■ The records
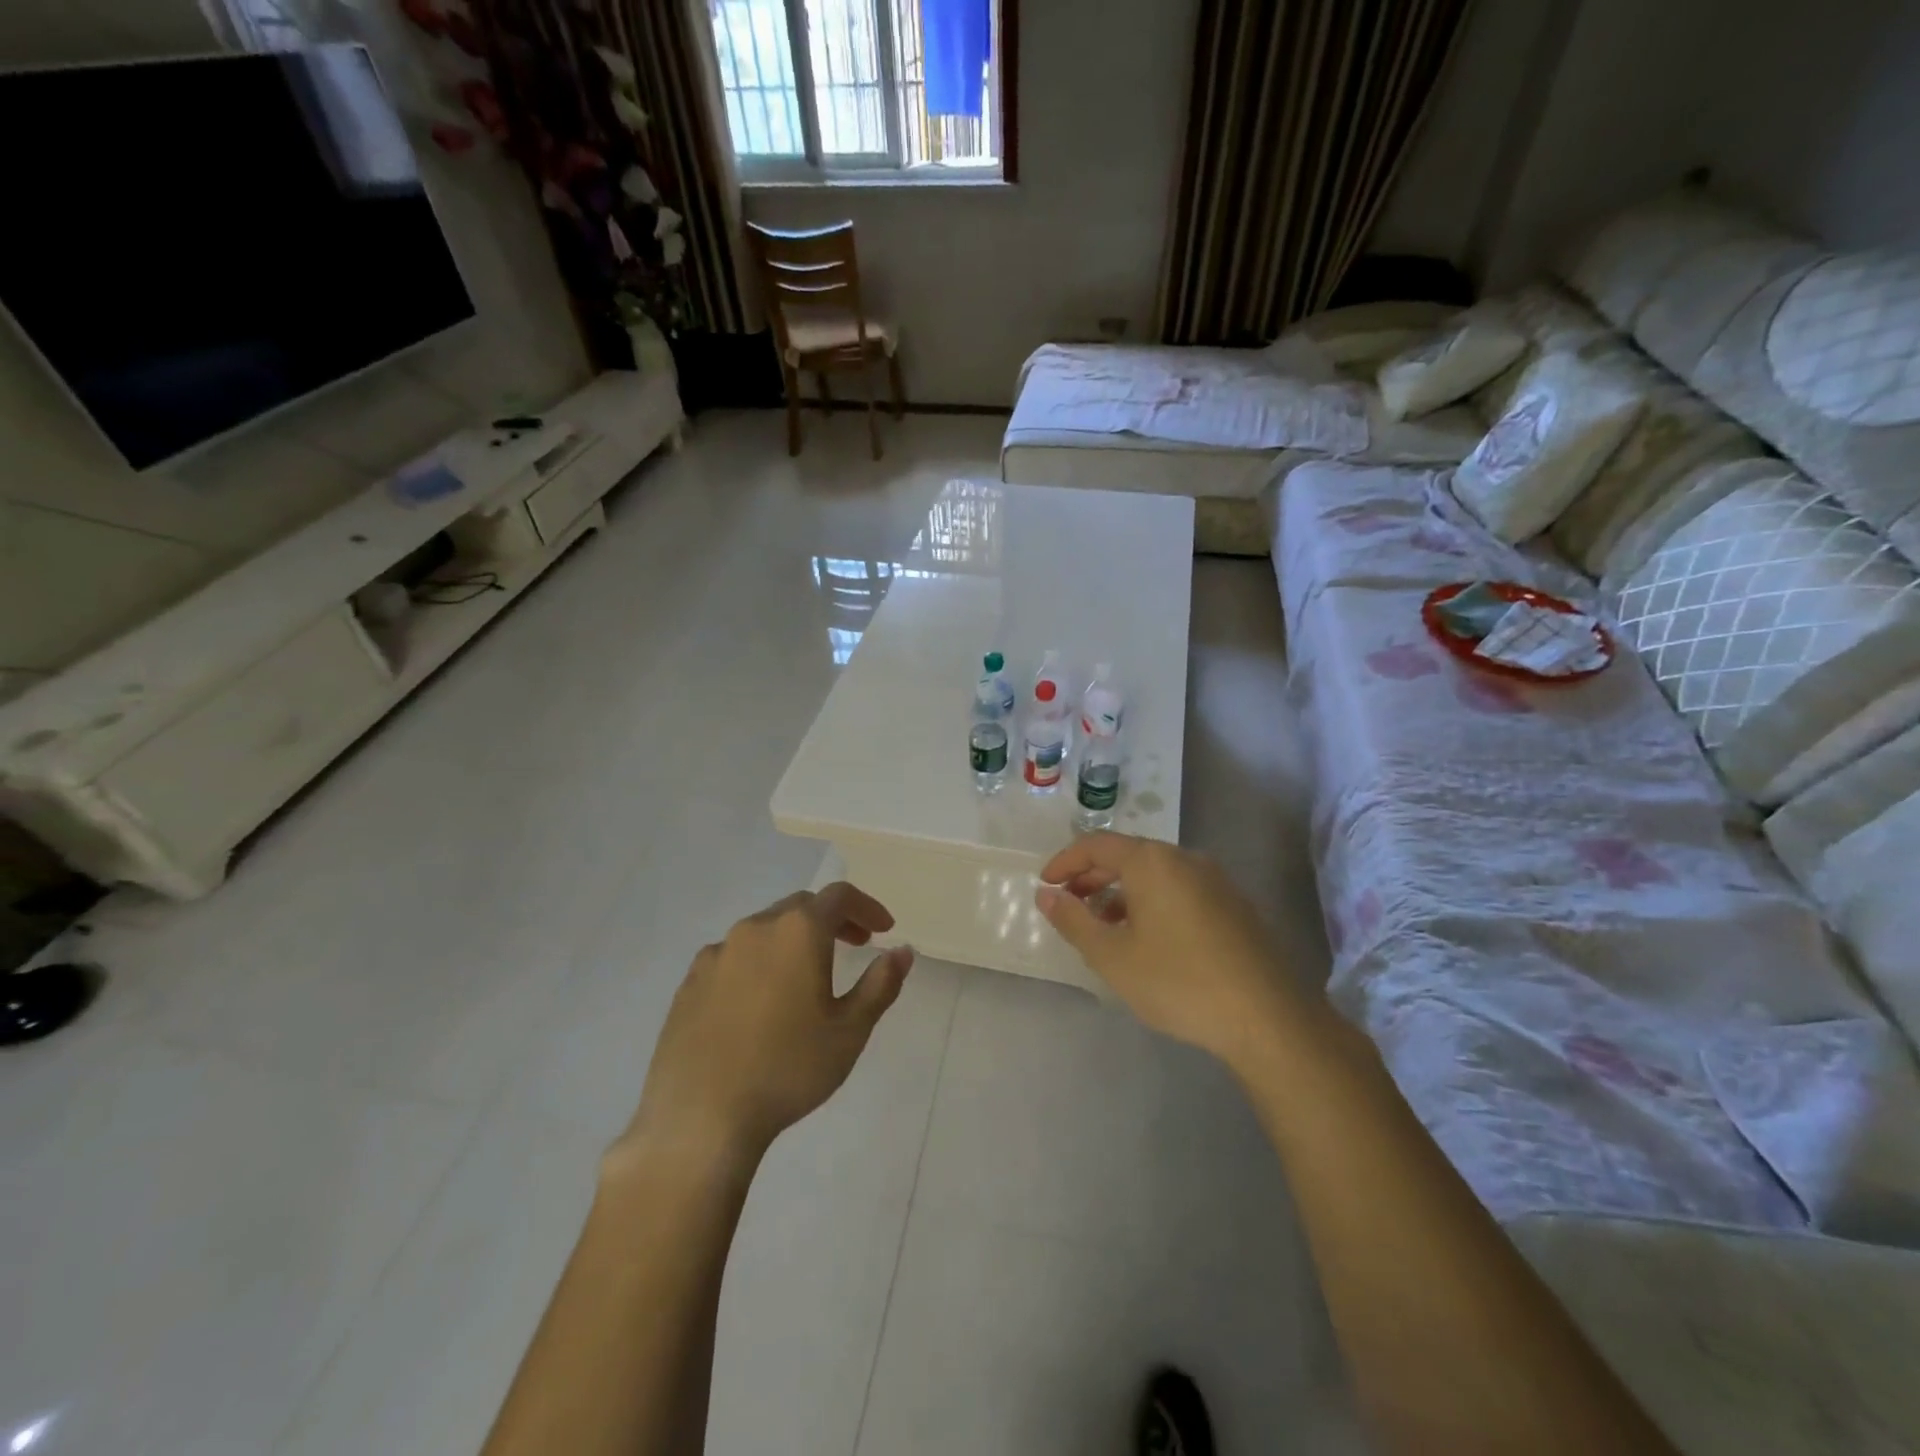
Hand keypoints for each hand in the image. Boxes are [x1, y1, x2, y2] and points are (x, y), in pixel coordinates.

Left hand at [615, 883, 913, 1169]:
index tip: (883, 930)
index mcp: (798, 931)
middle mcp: (755, 928)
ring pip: (765, 930)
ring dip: (794, 940)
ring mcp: (716, 953)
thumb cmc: (788, 1069)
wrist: (700, 1118)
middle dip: (833, 920)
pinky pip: (733, 957)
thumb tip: (902, 952)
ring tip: (808, 977)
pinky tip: (760, 1002)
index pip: (839, 896)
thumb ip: (880, 984)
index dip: (867, 907)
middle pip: (801, 906)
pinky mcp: (689, 982)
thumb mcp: (850, 1031)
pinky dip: (758, 963)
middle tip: (855, 946)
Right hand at [1036, 833, 1312, 1071]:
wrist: (1267, 1016)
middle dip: (1092, 877)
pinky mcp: (1233, 904)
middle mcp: (1184, 858)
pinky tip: (1146, 938)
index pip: (1096, 845)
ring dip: (1121, 892)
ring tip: (1103, 926)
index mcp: (1152, 862)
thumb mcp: (1112, 956)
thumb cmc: (1178, 981)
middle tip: (1068, 905)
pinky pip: (1178, 889)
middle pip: (1127, 855)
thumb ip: (1073, 920)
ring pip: (1154, 874)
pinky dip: (1150, 902)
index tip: (1045, 885)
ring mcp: (1214, 880)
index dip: (1065, 862)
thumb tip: (1046, 895)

■ Your instructions
Give again, exactly, the lines from the start of the data through the one holding "middle pip: (801, 906)"; omit the pictures.

■ Expected answer
Hand keypoints for each hand in the image. Boxes are [x1, y1, x2, y2] and points are (x, y), in pixel coordinates.

Left hand at [615, 883, 913, 1169]:
index tip: (883, 930)
index mcp: (798, 931)
middle mcp: (755, 928)
ring pip: (765, 930)
ring dip: (794, 940)
ring mcp: (716, 953)
thumb cmc: (788, 1069)
wrist: (700, 1118)
middle dip: (833, 920)
pinky pip: (733, 957)
thumb tip: (902, 952)
ring tip: (808, 977)
pinky tip: (760, 1002)
index pip: (839, 896)
thumb ip: (880, 984)
index dip: (867, 907)
middle pip: (801, 906)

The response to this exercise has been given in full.